### WHAT TO PRODUCE:
Please report every line of the listing below that has the word "Kovanecká" in it.

BEGIN

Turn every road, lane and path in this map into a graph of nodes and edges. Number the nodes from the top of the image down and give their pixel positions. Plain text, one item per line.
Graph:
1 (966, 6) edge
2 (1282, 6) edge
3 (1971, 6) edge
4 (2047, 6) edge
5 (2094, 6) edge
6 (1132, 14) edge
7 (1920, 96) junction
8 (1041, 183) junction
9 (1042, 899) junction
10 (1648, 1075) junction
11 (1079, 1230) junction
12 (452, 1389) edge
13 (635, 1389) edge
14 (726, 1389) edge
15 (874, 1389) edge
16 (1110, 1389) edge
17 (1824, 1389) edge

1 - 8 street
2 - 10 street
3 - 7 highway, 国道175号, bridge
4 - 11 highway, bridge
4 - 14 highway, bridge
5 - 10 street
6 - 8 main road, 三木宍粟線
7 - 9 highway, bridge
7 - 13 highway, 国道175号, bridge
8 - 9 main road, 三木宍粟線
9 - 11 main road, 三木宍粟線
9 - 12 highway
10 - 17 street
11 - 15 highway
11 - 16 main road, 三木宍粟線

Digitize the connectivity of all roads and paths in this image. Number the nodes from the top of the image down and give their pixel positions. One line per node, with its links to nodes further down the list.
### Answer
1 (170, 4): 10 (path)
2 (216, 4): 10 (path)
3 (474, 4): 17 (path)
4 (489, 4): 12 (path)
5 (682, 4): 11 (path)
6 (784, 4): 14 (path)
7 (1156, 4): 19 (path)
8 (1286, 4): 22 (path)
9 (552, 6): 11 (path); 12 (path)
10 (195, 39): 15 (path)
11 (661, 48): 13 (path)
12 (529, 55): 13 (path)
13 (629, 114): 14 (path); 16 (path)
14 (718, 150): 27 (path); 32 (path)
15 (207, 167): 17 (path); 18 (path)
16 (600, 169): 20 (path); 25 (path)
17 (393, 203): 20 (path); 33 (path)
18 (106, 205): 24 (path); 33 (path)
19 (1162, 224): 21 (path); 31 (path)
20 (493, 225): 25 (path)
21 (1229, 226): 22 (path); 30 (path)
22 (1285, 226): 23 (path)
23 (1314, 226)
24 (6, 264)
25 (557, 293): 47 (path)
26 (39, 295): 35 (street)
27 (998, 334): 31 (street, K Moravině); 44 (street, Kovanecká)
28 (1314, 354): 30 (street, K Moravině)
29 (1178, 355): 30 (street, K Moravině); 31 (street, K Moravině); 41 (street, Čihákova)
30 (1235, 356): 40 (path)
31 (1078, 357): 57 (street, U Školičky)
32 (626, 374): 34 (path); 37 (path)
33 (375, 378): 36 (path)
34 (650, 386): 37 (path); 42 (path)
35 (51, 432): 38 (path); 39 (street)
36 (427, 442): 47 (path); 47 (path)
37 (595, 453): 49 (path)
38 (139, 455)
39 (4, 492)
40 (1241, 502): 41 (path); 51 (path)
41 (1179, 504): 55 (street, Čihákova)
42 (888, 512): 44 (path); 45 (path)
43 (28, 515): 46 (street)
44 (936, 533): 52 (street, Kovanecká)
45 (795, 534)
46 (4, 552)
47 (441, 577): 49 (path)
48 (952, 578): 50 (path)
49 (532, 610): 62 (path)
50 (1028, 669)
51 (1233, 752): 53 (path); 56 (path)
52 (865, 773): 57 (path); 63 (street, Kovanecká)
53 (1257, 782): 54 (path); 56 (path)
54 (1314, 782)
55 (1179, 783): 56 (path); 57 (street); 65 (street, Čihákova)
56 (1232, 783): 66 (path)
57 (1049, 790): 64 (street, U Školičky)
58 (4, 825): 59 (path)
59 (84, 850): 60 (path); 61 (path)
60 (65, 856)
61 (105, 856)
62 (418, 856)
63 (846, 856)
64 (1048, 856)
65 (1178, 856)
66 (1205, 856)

END

### SOLVED PROBLEM:
27 (998, 334): 31 (street, K Moravině); 44 (street, Kovanecká)
44 (936, 533): 52 (street, Kovanecká)
52 (865, 773): 57 (path); 63 (street, Kovanecká)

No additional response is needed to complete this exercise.